The INGE-B trial demonstrated good efficacy and tolerability of PAL with letrozole (1L) or fulvestrant (first and later line) in accordance with the PALOMA trials. In addition, the so far lacking proof of efficacy and safety of PAL in combination with anastrozole or exemestane in 1L and with letrozole in later line was provided by INGE-B.
INGE - B试验(NCT02894398)旨在确认PALOMA试验中一线(1L)接受哌柏西利(PAL)与来曲唑治疗或一线及后续线次接受PAL与氟维司群治疗的患者的疗效和安全性数据。此外,还对目前缺乏的PAL与阿那曲唑、依西美坦(一线)或来曲唑(后续线次)联合使用的疗效和安全性证据进行了研究。
前瞻性、多中心、多队列2期INGE - B试验在德国招募了患有局部晚期、无法手术或转移性HR + /HER2 - 乳腺癌的成年患者。主要终点是根据RECIST v1.1标准评估的可测量疾病患者的临床获益率(CBR)。次要终点包括总缓解率、无进展生存期(PFS)、总生存期(OS)、安全性和生活质量。采用描述性统计方法对数据进行分析。

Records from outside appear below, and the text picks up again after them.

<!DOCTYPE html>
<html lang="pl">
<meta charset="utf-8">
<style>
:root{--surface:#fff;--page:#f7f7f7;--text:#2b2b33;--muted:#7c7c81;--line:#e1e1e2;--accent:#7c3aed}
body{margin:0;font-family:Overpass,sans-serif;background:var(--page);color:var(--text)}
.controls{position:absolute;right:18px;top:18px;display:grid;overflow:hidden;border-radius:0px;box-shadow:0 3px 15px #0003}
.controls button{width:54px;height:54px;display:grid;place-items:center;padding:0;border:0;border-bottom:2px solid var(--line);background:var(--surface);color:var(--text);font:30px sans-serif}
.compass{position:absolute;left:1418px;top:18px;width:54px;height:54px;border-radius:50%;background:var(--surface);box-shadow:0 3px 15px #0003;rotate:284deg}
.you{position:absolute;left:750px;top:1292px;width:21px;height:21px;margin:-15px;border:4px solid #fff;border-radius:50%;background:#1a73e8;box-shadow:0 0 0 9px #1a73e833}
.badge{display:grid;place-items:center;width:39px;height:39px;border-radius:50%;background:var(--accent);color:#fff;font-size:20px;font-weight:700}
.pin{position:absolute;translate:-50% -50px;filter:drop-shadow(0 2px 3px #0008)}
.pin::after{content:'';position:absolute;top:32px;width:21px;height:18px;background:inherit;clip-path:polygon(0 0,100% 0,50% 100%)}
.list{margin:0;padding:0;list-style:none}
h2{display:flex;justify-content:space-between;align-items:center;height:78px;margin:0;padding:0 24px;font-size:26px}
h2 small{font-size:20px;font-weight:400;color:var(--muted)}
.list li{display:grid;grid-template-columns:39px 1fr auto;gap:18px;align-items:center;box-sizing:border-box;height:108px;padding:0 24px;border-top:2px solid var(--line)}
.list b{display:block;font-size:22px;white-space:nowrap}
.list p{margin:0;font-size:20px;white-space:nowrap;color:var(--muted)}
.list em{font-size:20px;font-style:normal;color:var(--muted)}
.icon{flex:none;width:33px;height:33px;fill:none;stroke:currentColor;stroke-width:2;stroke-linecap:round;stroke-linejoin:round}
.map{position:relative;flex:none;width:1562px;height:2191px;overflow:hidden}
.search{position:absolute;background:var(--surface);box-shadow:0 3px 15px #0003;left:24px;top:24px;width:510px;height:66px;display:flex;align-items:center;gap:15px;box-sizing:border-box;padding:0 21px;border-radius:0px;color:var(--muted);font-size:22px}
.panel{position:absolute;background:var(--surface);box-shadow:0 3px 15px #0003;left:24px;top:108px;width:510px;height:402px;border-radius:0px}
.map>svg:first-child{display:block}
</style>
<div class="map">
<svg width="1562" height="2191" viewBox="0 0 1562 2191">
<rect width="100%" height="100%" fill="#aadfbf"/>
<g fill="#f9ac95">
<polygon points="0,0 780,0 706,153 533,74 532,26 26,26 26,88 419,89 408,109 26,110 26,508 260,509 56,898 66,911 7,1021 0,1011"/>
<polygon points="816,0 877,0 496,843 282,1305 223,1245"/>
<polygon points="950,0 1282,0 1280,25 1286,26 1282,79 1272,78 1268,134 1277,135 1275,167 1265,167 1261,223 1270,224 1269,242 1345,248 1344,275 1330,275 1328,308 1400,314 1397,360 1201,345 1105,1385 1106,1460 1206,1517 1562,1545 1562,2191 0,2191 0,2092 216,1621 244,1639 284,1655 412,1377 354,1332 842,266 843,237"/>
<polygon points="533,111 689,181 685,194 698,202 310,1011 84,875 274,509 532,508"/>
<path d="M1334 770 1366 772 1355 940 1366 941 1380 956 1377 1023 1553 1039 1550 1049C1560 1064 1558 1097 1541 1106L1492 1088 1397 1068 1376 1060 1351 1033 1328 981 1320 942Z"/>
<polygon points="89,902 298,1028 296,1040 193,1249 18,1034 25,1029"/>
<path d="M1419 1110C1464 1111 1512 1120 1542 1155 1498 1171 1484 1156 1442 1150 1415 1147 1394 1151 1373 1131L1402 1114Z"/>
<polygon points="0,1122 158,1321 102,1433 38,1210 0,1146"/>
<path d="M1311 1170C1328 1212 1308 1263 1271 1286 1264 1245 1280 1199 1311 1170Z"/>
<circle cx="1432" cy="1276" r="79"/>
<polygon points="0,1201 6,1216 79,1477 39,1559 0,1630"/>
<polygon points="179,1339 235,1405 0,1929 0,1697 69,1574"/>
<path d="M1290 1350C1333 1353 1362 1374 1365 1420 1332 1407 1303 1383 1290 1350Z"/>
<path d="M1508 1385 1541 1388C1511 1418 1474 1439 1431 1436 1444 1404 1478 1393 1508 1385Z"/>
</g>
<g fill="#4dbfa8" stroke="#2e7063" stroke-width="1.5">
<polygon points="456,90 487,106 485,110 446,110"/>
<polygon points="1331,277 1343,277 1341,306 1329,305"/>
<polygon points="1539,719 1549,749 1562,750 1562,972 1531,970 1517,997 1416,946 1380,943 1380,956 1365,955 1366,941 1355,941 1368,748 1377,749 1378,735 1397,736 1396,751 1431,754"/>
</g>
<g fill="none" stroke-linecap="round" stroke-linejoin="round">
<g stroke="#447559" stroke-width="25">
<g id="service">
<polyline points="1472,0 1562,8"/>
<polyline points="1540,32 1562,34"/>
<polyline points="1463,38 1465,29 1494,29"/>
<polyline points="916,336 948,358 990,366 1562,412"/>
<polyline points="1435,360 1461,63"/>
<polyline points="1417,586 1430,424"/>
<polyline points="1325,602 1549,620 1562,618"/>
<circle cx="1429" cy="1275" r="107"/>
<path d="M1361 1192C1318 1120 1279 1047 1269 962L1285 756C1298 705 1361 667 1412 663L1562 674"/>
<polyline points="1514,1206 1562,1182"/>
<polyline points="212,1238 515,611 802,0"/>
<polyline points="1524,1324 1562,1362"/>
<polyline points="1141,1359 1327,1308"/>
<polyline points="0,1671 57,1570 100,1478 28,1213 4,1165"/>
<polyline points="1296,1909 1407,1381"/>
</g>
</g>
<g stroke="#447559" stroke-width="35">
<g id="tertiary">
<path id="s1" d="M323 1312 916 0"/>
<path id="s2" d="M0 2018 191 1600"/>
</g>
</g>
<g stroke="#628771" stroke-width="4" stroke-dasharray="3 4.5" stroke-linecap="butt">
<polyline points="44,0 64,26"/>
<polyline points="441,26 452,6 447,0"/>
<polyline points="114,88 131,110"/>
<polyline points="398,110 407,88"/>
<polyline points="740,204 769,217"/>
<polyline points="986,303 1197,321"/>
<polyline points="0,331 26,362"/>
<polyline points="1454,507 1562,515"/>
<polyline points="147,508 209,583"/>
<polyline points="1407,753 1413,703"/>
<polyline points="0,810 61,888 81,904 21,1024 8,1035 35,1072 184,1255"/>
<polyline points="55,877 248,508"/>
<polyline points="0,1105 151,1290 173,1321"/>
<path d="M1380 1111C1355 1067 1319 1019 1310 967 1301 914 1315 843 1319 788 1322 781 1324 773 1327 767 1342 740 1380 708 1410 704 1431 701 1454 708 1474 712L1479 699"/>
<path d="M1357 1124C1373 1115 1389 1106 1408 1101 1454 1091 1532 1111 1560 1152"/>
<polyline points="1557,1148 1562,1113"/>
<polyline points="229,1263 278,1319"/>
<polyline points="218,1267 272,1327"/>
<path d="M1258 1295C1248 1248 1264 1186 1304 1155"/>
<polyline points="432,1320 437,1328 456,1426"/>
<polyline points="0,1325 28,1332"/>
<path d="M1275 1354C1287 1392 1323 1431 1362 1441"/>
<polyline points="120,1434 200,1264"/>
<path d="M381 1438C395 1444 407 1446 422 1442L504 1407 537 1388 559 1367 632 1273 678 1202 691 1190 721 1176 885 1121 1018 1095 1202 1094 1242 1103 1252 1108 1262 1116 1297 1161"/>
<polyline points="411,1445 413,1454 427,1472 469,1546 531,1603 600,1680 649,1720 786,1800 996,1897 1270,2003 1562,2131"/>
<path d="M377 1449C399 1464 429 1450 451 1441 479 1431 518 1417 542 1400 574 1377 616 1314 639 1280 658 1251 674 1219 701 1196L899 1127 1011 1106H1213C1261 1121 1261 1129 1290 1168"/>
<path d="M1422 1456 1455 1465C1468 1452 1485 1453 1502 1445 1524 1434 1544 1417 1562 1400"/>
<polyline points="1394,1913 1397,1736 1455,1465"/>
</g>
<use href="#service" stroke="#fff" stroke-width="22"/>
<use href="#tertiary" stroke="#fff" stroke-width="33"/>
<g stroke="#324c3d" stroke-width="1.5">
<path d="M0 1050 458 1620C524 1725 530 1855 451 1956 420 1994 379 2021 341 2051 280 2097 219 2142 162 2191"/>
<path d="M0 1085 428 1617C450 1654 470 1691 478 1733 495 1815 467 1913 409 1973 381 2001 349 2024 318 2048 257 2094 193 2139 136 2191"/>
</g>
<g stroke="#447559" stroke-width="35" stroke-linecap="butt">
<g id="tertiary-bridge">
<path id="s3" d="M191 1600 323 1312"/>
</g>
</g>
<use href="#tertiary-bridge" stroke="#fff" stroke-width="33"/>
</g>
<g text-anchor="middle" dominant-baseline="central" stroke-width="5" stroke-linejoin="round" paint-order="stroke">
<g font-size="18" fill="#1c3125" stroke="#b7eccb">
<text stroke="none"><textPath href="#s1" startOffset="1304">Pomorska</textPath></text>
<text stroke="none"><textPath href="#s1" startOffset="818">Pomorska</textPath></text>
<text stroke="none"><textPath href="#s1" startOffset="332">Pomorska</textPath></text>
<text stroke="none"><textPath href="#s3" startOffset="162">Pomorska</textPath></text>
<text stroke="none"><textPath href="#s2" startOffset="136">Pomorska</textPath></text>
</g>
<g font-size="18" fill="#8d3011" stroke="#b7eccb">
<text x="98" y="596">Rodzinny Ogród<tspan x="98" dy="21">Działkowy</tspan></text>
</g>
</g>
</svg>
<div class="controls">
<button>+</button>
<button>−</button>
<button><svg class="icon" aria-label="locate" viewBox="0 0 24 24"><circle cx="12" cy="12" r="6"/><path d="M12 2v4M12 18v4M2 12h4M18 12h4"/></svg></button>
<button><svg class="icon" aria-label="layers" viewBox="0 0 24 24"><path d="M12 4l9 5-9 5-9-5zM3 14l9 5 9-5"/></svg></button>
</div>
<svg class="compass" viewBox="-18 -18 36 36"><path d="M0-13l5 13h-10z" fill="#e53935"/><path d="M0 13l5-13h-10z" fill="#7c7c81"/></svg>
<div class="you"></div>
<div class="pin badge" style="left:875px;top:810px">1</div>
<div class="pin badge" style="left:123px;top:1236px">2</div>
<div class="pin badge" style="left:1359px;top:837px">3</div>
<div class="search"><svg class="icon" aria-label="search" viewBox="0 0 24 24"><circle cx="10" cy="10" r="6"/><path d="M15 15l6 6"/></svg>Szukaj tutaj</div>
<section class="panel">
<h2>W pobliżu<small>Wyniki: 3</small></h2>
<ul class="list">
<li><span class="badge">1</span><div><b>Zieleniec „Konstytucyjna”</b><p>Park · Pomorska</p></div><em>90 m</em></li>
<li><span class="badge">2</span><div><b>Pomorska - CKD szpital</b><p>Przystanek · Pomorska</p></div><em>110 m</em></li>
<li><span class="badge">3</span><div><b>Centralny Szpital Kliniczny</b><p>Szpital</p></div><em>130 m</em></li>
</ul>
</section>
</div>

2016年至2018年期间,德国64个研究点共纳入388例患者。在一线接受PAL治疗的可测量疾病患者中(n = 157),CBR为63.7%(100/157)。在所有一线接受PAL治疗的患者中(n = 219),PFS为20.1个月(95%CI 14.6 - 24.0),OS为40.9个月(95%CI 35.1 - 49.2)。最常见的3/4级不良事件是中性粒细胞减少(33.4%,n = 77)。没有与治疗相关的死亡病例。
INGE - B试验表明,与PALOMA试验一致,PAL与来曲唑(一线)或氟维司群(一线及后续线次)联合使用具有良好的疗效和耐受性。此外,INGE - B试验还提供了目前缺乏的PAL与阿那曲唑或依西美坦在一线联合使用以及与来曲唑在后续线次联合使用的疗效和安全性证据。
INGE - B试验(NCT02894398)旨在确认PALOMA试验中一线(1L)接受哌柏西利(PAL)与来曲唑治疗或一线及后续线次接受PAL与氟维司群治疗的患者的疗效和安全性数据。此外,还对目前缺乏的PAL与阿那曲唑、依西美坦(一线)或来曲唑(后续线次)联合使用的疗效和安全性证据进行了研究。
前瞻性、多中心、多队列2期INGE - B试验在德国招募了患有局部晚期、无法手术或转移性HR + /HER2 - 乳腺癌的成年患者。主要终点是根据RECIST v1.1标准评估的可测量疾病患者的临床获益率(CBR)。次要终点包括总缓解率、无进展生存期(PFS)、总生存期(OS)、安全性和生活质量。采用描述性统计方法对数据进行分析。
2016年至2018年期间,德国64个研究点共纳入388例患者。在一线接受PAL治疗的可测量疾病患者中(n = 157),CBR为63.7%(100/157)。在所有一线接受PAL治疗的患者中(n = 219),PFS为20.1个月(95%CI 14.6 - 24.0),OS为40.9个月(95%CI 35.1 - 49.2)。最常见的3/4级不良事件是中性粒细胞减少(33.4%,n = 77)。没有与治疗相关的死亡病例。
INGE - B试验表明,与PALOMA试验一致,PAL与来曲唑(一线)或氟维司群(一线及后续线次)联合使用具有良好的疗效和耐受性。此外,INGE - B试验还提供了目前缺乏的PAL与阿那曲唑或依西美坦在一线联合使用以及与来曲唑在后续线次联合使用的疗效和安全性证据。